Ma vie de sac
Paris.
La ville des amoureux, la ville des Lumières. Avec sa tour Eiffel qui s’illumine pour les fêtes de Noël, ses champs Élysées réputés, son cimetière du Père La-chaise qui intéresse de nombreux visiteurs… des milliers de touristes aiment à raconter leur voyage dans la capitale, tellement « frenchie »… en réalité, toutes ces choses n’auront aucune importance dans ce récit. Mais au moins, vous savez où se passe l’histoire que je vais vous raconter. Voici comment tout a commencé : Une fois par an se réunissent, à un endroit et pour un événement particulier, des centaines de geeks, d’otakus, de cosplayers et de rôlistes… ce sont de drôles de mots, n’est-ce pas ? Otaku, rôliste… On a l’impression de parler d’un autre monde. Eh bien, la Japan Expo, c’est comme une porte ouverte à un autre univers pendant quatre jours entiers de l’année.

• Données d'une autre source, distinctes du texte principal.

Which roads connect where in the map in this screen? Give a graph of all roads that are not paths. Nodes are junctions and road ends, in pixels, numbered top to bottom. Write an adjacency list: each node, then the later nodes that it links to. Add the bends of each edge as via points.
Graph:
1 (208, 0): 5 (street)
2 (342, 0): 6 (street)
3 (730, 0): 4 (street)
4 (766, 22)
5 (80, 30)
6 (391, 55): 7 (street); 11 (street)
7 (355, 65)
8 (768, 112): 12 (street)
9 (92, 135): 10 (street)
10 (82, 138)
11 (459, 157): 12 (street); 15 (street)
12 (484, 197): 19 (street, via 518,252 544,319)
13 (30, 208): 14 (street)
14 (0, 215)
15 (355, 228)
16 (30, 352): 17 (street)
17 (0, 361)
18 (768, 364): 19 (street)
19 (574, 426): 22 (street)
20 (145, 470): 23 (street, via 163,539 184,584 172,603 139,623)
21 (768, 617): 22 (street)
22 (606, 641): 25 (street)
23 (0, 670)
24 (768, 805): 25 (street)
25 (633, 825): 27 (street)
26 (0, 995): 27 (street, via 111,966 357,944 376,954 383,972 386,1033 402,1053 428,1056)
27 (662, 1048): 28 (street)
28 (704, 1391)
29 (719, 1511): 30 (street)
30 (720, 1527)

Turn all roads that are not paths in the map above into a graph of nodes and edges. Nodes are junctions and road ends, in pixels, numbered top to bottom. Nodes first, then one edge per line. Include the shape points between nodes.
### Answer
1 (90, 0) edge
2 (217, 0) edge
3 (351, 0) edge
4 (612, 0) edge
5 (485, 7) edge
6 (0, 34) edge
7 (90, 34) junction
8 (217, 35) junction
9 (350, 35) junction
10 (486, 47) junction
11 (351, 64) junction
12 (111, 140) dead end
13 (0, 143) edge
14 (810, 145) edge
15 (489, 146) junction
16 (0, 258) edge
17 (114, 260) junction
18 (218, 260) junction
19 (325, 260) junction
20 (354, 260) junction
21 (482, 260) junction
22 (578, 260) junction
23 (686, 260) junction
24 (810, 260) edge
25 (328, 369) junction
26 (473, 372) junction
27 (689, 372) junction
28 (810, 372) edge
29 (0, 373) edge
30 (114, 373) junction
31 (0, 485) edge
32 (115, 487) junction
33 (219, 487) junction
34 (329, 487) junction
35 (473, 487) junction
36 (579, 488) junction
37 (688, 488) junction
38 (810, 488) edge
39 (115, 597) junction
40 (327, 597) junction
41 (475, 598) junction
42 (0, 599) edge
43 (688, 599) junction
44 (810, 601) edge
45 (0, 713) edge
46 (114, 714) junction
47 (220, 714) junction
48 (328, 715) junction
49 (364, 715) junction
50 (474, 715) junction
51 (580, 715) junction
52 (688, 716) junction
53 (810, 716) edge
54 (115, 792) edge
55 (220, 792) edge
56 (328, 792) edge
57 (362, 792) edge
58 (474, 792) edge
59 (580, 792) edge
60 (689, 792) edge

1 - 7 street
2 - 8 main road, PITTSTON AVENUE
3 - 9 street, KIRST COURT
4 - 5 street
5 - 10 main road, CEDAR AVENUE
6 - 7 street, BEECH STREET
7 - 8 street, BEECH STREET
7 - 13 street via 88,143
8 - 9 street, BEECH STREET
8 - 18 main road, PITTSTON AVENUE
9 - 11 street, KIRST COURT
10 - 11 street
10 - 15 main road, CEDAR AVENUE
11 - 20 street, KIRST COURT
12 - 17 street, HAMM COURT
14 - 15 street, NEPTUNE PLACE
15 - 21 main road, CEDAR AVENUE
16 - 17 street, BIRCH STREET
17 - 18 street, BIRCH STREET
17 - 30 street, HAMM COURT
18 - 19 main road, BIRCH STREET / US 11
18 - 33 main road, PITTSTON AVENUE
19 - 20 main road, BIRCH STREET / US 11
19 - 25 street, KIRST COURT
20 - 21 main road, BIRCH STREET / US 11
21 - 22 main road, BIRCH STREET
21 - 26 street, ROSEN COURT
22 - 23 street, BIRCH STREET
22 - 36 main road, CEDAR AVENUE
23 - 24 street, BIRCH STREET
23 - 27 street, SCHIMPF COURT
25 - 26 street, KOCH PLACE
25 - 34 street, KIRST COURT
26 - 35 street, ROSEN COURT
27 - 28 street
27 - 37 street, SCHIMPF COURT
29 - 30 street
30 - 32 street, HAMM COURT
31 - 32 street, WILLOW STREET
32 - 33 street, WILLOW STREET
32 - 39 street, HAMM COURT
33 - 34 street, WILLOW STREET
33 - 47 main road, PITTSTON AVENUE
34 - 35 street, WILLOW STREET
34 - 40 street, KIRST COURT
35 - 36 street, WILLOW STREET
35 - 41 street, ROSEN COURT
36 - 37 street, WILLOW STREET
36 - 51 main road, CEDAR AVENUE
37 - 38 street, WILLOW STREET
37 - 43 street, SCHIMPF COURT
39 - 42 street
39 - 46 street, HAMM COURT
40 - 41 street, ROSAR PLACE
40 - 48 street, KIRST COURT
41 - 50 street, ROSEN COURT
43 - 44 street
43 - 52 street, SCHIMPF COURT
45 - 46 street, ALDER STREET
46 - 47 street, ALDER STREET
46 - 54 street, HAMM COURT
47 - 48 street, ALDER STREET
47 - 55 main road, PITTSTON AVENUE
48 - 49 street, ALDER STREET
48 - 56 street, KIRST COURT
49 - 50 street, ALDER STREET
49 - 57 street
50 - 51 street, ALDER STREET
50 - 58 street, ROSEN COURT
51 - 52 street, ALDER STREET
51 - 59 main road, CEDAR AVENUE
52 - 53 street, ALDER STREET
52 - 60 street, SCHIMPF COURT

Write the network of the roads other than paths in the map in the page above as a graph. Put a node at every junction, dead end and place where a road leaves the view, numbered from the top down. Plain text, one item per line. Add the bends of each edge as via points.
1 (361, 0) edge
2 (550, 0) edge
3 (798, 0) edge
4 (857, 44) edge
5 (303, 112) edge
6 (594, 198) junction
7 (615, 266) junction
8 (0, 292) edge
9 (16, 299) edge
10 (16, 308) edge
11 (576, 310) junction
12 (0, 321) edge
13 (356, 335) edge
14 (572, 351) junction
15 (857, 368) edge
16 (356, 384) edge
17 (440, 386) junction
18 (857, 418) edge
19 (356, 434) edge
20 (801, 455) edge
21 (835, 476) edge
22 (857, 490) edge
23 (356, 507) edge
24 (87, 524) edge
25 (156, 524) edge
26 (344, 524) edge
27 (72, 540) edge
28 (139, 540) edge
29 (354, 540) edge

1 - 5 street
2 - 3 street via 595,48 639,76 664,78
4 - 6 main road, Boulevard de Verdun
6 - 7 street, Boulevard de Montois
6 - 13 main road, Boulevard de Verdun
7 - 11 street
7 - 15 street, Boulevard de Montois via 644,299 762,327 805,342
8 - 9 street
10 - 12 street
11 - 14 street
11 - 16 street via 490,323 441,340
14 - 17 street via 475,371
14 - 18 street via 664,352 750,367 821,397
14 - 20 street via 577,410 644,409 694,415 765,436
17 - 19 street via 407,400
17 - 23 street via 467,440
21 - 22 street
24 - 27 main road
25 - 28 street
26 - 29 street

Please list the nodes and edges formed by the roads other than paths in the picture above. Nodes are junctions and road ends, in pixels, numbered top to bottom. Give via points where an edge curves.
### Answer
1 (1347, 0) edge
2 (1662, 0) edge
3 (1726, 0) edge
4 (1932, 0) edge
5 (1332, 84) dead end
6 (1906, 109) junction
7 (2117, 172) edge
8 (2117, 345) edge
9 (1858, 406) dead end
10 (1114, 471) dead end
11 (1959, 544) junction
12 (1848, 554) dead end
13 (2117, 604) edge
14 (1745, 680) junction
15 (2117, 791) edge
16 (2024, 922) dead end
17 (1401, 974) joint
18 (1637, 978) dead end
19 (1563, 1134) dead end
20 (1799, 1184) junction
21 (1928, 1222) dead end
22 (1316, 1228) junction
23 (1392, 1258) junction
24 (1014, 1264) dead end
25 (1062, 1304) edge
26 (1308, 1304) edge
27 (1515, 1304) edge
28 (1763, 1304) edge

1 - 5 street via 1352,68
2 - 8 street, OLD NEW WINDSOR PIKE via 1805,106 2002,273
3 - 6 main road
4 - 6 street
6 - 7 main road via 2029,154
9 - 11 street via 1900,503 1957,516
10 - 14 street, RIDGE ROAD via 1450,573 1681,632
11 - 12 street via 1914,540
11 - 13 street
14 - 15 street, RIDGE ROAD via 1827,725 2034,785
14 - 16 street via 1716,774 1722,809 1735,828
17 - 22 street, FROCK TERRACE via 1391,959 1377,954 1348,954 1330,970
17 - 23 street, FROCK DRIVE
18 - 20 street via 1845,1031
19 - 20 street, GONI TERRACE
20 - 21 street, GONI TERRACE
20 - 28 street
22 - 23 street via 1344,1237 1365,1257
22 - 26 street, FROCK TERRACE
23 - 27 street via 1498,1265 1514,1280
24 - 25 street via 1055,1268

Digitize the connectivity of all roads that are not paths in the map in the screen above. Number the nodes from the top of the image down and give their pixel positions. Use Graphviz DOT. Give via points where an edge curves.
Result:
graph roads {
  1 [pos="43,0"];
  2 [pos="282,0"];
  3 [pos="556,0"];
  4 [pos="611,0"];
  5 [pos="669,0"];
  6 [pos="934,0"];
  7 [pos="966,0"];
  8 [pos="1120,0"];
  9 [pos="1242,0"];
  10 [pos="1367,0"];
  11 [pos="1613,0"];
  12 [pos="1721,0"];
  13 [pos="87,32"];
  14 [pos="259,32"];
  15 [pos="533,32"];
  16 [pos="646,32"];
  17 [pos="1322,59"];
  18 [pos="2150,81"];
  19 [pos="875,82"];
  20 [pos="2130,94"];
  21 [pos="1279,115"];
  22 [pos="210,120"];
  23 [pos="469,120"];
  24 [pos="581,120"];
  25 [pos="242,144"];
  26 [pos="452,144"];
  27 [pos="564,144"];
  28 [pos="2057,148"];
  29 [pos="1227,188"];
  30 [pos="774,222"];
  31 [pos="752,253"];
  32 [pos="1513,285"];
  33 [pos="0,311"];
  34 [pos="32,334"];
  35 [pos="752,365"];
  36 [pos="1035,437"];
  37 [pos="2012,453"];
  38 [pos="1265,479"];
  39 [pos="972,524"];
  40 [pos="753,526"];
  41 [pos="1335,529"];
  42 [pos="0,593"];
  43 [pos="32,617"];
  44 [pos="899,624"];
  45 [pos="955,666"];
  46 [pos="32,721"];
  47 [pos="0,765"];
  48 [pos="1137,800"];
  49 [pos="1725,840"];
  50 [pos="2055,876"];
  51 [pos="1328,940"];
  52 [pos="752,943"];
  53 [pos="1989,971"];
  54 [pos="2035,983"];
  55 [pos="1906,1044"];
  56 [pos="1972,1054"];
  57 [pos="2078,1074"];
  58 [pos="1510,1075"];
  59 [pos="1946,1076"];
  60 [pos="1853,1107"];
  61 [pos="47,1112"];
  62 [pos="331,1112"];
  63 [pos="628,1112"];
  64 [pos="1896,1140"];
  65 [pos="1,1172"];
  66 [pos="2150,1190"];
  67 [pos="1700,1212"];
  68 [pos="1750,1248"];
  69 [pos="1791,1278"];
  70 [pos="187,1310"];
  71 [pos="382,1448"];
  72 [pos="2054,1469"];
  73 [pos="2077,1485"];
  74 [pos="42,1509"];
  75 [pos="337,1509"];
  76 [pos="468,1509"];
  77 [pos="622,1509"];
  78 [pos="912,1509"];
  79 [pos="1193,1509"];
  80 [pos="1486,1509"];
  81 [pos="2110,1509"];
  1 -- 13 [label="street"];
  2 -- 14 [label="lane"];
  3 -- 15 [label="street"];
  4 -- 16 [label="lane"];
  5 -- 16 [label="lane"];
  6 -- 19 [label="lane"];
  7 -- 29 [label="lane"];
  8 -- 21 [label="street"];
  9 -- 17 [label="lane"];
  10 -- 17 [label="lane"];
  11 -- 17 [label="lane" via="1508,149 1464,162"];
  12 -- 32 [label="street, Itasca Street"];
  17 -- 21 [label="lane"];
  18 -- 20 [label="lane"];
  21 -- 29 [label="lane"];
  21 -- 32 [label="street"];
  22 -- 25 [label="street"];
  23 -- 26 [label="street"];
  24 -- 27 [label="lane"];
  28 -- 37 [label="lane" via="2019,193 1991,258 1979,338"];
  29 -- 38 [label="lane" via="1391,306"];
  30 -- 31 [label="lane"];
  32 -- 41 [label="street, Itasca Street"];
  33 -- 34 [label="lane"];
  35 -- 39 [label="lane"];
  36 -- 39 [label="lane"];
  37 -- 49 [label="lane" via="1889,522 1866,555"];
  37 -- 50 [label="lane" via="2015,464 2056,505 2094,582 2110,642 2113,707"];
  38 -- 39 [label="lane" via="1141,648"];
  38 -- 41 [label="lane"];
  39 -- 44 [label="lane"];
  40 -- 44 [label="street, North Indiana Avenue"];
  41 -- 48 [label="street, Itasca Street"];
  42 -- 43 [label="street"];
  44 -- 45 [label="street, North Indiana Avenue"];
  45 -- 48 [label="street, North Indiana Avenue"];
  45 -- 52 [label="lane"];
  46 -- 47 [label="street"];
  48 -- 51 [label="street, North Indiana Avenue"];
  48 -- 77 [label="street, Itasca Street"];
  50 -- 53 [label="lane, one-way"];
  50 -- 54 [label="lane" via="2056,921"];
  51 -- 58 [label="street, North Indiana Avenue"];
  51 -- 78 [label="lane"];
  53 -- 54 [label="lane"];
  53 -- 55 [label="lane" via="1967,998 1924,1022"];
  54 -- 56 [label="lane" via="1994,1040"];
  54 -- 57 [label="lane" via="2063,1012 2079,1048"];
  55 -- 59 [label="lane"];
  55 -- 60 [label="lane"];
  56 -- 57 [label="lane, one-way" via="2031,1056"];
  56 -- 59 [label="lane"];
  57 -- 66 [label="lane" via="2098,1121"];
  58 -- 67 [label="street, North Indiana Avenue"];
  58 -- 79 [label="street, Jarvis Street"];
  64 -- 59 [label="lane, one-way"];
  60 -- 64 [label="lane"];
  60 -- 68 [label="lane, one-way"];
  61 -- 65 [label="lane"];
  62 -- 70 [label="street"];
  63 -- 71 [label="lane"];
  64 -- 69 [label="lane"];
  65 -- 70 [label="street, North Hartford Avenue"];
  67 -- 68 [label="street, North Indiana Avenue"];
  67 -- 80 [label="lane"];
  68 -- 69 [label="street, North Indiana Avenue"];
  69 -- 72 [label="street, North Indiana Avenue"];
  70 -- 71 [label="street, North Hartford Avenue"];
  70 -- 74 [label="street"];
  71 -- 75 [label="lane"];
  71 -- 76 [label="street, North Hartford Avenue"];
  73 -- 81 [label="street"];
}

La Japan Expo est un monde à part, où nul ne craint d’être traité d’extra-terrestre. De sept à soixante-dix-sept ans, d’innombrables terriens se donnent rendez-vous pour quelques jours de concert, de jeux vidéo, de concours et d’achats totalement démesurés. On y entre les mains dans les poches et les yeux brillants d’excitation à l’idée de rencontrer des gens bizarres. On en ressort les bras chargés d’objets en tous genres en plus d’être totalement inutiles à notre existence, et la tête remplie de souvenirs. C’est un rendez-vous que Marie refuse catégoriquement de manquer. Cela fait cinq ans qu’elle connaît la Japan Expo, et elle y est exposante depuis trois ans maintenant, avec sa meilleure amie Julie. Les deux jeunes femmes se sont connues sur un groupe de jeux de rôles par internet, et elles ont immédiatement tissé quelques liens. Il ne se passe pas une semaine sans qu’elles prennent des nouvelles l’une de l’autre, et elles se réservent une ou deux soirées par mois, pour discuter de tout et de rien sur Skype ou par téléphone. La Japan Expo est en réalité plus un alibi pour elles de se retrouver qu’un réel travail.
La première fois que Marie est partie à Paris pour être exposante, elle s’en souviendra toute sa vie. Mais ce n’est pas tant la destination que le voyage que je vais vous raconter. En sa qualité d’exposante, Marie avait ses affaires classées en trois catégories :
D’un côté, elle avait sa valise, qui contenait tout ce qu’elle allait vendre. Il s’y trouvait, entre autre une trentaine de livres, des posters et deux épais classeurs de dessins. D’un autre côté, elle avait un sac de vêtements et de cosplays. Oui car pour elle, qui adorait la fête d’Halloween et Mardi Gras pour se costumer, aller à la Japan Expo sans déguisement était comme aller à un anniversaire sans cadeau : sans intérêt !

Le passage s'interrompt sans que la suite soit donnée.